Problem statement: Look through the records that follow and state how many lines hold the word "Gibson", without adding anything.

[Collection entries]
►

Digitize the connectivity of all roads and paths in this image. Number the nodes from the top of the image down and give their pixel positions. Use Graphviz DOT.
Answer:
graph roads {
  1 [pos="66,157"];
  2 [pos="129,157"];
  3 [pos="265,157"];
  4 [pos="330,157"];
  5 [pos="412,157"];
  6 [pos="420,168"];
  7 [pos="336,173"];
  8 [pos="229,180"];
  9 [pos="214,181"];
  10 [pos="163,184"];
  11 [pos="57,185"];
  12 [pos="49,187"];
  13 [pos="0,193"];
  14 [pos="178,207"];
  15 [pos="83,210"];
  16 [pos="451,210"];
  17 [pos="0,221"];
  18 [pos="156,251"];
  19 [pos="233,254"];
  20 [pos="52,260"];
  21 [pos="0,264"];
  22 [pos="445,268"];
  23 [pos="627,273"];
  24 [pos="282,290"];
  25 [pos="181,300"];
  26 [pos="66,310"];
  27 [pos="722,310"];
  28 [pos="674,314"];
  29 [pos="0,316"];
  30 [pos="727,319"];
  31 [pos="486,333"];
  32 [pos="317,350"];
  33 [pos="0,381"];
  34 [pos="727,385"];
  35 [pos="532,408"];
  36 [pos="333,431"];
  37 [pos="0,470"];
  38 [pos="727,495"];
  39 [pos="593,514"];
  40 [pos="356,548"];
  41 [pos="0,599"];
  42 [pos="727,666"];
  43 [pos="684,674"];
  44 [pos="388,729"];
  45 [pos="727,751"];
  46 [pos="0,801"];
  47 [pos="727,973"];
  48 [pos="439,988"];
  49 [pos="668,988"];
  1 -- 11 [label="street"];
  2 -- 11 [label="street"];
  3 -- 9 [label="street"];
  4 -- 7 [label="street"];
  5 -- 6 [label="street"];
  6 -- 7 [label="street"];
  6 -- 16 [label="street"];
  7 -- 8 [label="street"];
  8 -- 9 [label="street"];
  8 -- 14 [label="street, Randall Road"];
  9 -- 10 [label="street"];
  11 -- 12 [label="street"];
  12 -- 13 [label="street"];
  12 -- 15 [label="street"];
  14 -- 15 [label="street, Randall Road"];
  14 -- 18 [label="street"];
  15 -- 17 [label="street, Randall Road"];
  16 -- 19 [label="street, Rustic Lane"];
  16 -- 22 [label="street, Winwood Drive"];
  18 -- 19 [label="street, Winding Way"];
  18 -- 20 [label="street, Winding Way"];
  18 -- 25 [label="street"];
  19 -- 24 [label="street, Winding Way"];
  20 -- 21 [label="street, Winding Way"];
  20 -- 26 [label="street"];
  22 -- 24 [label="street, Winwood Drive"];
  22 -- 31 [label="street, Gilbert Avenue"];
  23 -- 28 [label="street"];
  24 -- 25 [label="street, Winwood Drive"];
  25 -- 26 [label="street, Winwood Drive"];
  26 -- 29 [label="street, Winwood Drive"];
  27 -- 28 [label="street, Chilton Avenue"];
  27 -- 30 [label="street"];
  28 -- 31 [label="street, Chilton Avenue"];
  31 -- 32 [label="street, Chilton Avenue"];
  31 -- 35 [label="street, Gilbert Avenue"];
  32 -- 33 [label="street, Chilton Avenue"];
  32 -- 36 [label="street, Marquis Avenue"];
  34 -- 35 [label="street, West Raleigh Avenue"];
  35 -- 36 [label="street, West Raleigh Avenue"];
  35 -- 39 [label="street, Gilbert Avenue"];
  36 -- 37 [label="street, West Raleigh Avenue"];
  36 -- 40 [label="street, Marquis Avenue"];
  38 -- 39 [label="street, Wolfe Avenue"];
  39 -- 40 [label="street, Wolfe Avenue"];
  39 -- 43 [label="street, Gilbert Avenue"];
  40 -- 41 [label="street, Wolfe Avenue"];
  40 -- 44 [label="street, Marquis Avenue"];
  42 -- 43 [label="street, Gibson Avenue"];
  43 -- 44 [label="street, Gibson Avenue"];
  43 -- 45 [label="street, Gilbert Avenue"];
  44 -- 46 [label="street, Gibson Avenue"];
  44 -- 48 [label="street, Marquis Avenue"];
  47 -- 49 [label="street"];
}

◄

Solution: 3